A Deep Q&A with Richard E. Rock

I was really lucky enough to grab a quick Q&A session with the author of Deep Level, Richard E. Rock, and began my grilling as soon as I finished the last page of Deep Level. Literally, I grabbed my phone and typed “WTAF?!” and went off on a tangent about the ending, and then the entire book! I loved the book so much but was left with so many questions, poor Richard ! I’m not sure he knew what had hit him when my name flashed up on his screen! But here it is, the most interesting discussion I have had this year!

MR- How did you come up with the idea of Deep Level? Are you in to urban exploring yourself or is it something you’ve stumbled across and been inspired by? 

RR- It all started with a nightmare. I dreamt I was being pursued through dark tunnels by a silent, steamless, driverless Victorian engine. It was horrifying. In another part of the dream I was being stalked by a demonic presence. If I let it get too close cobwebs would form over my eyes and I would feel my life-force ebbing away. I woke up in the morning and thought, “That was amazing!” so I wrote down all the details before they faded away. And that’s how Deep Level was born.

MR- How did you find the process of having this idea, starting to write it down and going on this big journey to have it published? Is there any advice you would give a budding writer? 

RR- I originally wrote it as a short story. As soon as I finished it I thought all the ingredients were there to make a good novel, so I got to work. I read up on urban exploration and watched loads of videos on YouTube. There’s a lot of fascinating stuff out there, including one doc specifically about hauntings in the London Underground. I didn’t send Deep Level off to any publishers or agents straight away. It ended up sitting in my hard drive, forgotten about, for a couple of years. When I got furloughed from work I suddenly had the time to look into getting it published. The third one I sent it to, Darkstroke Books, came back to me very quickly with a yes, so I got lucky. The advice I would give a budding writer is the same advice I would give my younger self if I could go back in time: if you want to be a writer, surround yourself with other writers. Join a writing group and go to book launches and events. I really do believe that creativity begets creativity, and my writing didn’t take off until I joined a writing group.
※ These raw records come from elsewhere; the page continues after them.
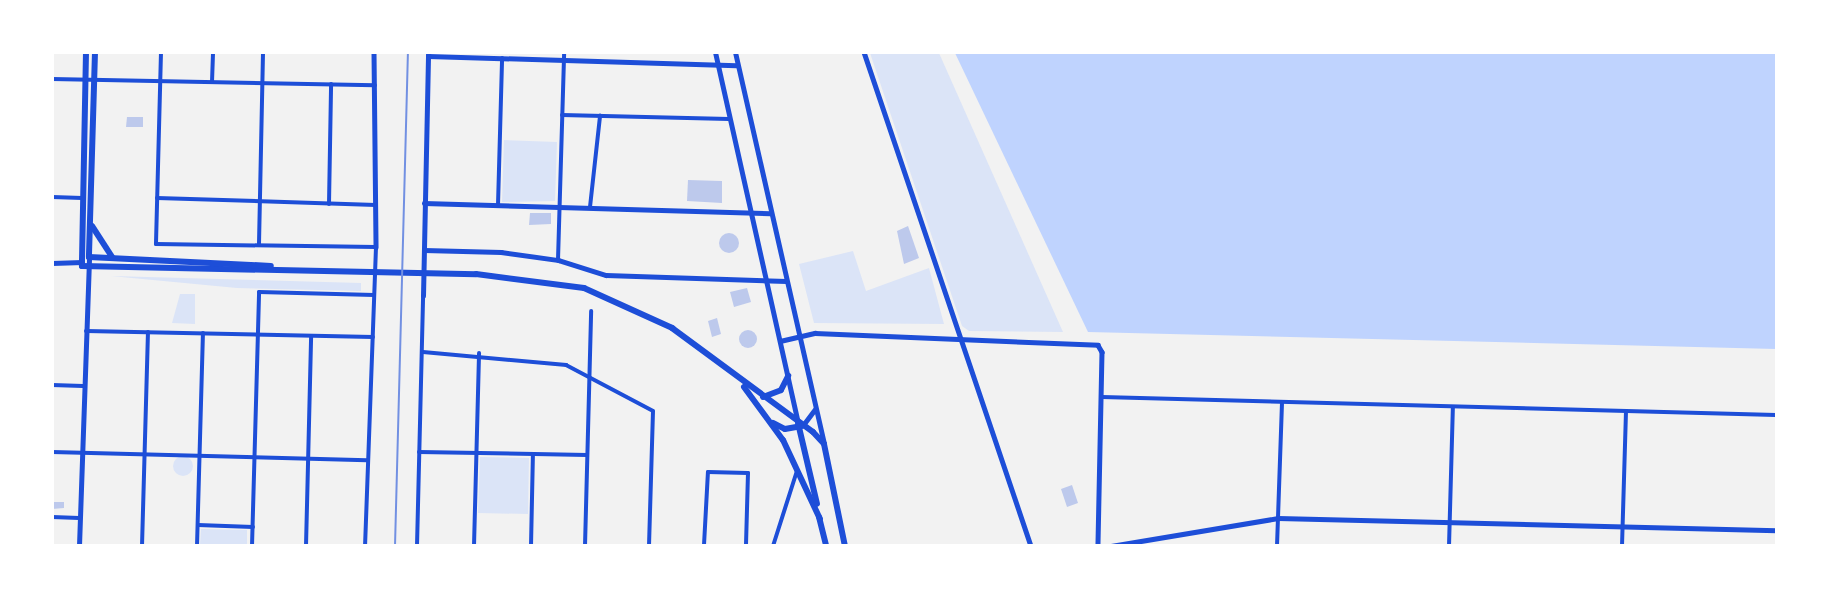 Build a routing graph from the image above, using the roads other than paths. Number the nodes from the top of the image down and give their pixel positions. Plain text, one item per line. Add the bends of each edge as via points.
1 (86, 52) edge
2 (95, 52) edge
3 (161, 52) edge
4 (213, 52) edge
5 (263, 52) edge
6 (374, 52) edge
7 (564, 52) edge
8 (715, 52) edge
9 (735, 52) edge
10 (864, 52) edge
11 (428, 54) edge
12 (502, 58) junction
13 (564, 60) junction
14 (716, 64) junction
15 (736, 65) junction
16 (52, 79) edge
17 (85, 80) junction
18 (94, 80) junction
19 (160, 81) junction
20 (212, 82) junction
21 (262, 83) junction
22 (331, 84) junction
23 (375, 85) junction
24 (562, 115) junction
25 (600, 116) junction
26 (729, 119) junction
27 (52, 197) edge
28 (82, 198) junction
29 (157, 198) junction
30 (259, 201) junction
31 (424, 203) junction
32 (329, 204) junction
33 (377, 205) junction
34 (498, 205) junction
35 (559, 207) junction
36 (590, 207) junction
37 (750, 212) junction
38 (770, 213) junction
39 (91, 220) junction
40 (259, 244) junction
41 (376, 247) junction
42 (424, 250) junction
43 (89, 257) junction
44 (112, 257) junction
45 (558, 260) junction
46 (52, 263) edge
47 (82, 265) junction
48 (296, 269) junction
49 (766, 281) junction
50 (786, 281) junction
51 (374, 295) junction
52 (423, 296) joint
53 (591, 311) dead end
54 (84, 331) junction
55 (148, 332) junction
56 (203, 333) junction
57 (258, 335) junction
58 (311, 336) junction
59 (799, 336) junction
60 (373, 337) junction
61 (963, 337) junction
62 (780, 341) junction
63 (423, 352) junction
64 (479, 353) junction
65 (589, 373) junction
66 (788, 376) junction
67 (740, 381) junction
68 (52, 385) edge
69 (83, 386) junction
70 (762, 397) junction
71 (1102, 398) junction
72 (1282, 402) junction
73 (1453, 407) junction
74 (815, 409) junction
75 (1626, 411) junction
76 (1776, 415) edge
77 (767, 419) junction
78 (800, 425) junction
79 (824, 444) junction
80 (419, 452) junction
81 (52, 453) edge
82 (81, 453) junction
83 (476, 453) junction
84 (533, 454) junction
85 (144, 455) junction
86 (587, 455) junction
87 (199, 456) junction
88 (255, 457) junction
89 (308, 459) junction
90 (367, 460) junction
91 (798, 467) junction
92 (52, 517) edge
93 (79, 518) junction
94 (1278, 518) junction
95 (820, 519) junction
96 (1450, 522) junction
97 (198, 525) junction
98 (1623, 526) junction
99 (253, 527) junction
100 (1776, 530) edge
101 (704, 545) edge
102 (78, 546) edge
103 (142, 546) edge
104 (197, 546) edge
105 (252, 546) edge
106 (306, 546) edge
107 (365, 546) edge
108 (417, 546) edge
109 (474, 546) edge
110 (531, 546) edge
111 (585, 546) edge
112 (649, 546) edge
113 (746, 546) edge
114 (773, 546) edge
115 (826, 546) edge
116 (846, 546) edge
117 (1031, 546) edge
118 (1098, 546) edge
119 (1111, 546) edge
120 (1277, 546) edge
121 (1449, 546) edge
122 (1622, 546) edge

1 - 17 highway
2 - 18 highway
3 - 19 street
4 - 20 street
5 - 21 street
6 - 23 street
7 - 13 street
8 - 14 main road
9 - 15 main road
10 - 61 street
11 - 12 street
11 - 31 street
12 - 13 street
12 - 34 street
13 - 14 street
13 - 24 street
14 - 15 street
14 - 26 main road
15 - 38 main road
16 - 17 street
17 - 18 street
17 - 28 highway
18 - 19 street
18 - 39 highway
19 - 20 street
19 - 29 street
20 - 21 street
21 - 22 street
21 - 30 street
22 - 23 street
22 - 32 street
23 - 33 street
24 - 25 street
24 - 35 street
25 - 26 street
25 - 36 street
26 - 37 main road
27 - 28 street
28 - 47 highway
29 - 30 street
29 - 40 street via 156,244
30 - 32 street
30 - 40 street
31 - 34 street
31 - 42 street
32 - 33 street
33 - 41 street
34 - 35 street
35 - 36 street
35 - 45 street
36 - 37 street
37 - 38 street
37 - 49 main road
38 - 50 main road
39 - 43 highway
39 - 44 highway
40 - 41 street
41 - 51 street
42 - 45 street
42 - 52 street
43 - 44 highway
43 - 47 street
44 - 48 highway via 224,260
45 - 49 street via 606,275
46 - 47 street
47 - 48 highway
47 - 54 street
48 - 67 highway via 520,276 584,288 672,328
49 - 50 street
49 - 62 main road
50 - 59 main road
51 - 57 street via 259,292
51 - 60 street
52 - 63 street
53 - 65 street
54 - 55 street
54 - 69 street
55 - 56 street
55 - 85 street
56 - 57 street
56 - 87 street
57 - 58 street
57 - 88 street
58 - 60 street
58 - 89 street
59 - 61 street
59 - 62 street
59 - 74 main road
60 - 90 street
61 - 71 street via 1098,345
61 - 117 street
62 - 66 main road
63 - 64 street
63 - 80 street
64 - 65 street via 540,358
64 - 83 street
65 - 86 street
65 - 112 street via 653,411
66 - 70 highway via 781,390
66 - 78 main road
67 - 70 highway
67 - 77 highway
68 - 69 street
69 - 82 street
70 - 78 highway
71 - 72 street
71 - 118 street
72 - 73 street
72 - 94 street
73 - 75 street
73 - 96 street
74 - 78 main road
74 - 79 main road
75 - 76 street
75 - 98 street
77 - 78 highway via 785,429
77 - 91 highway
78 - 79 highway
78 - 95 highway
79 - 116 highway
80 - 83 street
80 - 108 street
81 - 82 street
82 - 85 street
82 - 93 street
83 - 84 street
83 - 109 street
84 - 86 street
84 - 110 street
85 - 87 street
85 - 103 street
86 - 111 street
87 - 88 street
87 - 97 street
88 - 89 street
88 - 99 street
89 - 90 street
89 - 106 street
90 - 107 street
91 - 95 highway
91 - 114 street
92 - 93 street
93 - 102 street
94 - 96 street
94 - 119 street
94 - 120 street
95 - 115 highway
96 - 98 street
96 - 121 street
97 - 99 street
97 - 104 street
98 - 100 street
98 - 122 street
99 - 105 street
101 - 113 street via 708,472 748,473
MR- Do you have a specific writing process? Is there anything you need to do in order to get started, like sitting at a window with a coffee or going for a spooky walk somewhere off limits?

RR- I am catastrophically disorganised, so I don’t really have any processes or rituals. My writing space is a tip with notebooks and stationery everywhere. I tend to jot ideas down as they come and when I have enough of them to suggest a story I start trying to mould them into shape. I never know how a story is going to end when I start work on one, I just see where the ideas take me. I like that, though. It’s exciting.

MR- There are four very different characters with very very different lives in Deep Level- how much of these characters are based on the personalities of yourself and the people around you and how much have you created from your own mind?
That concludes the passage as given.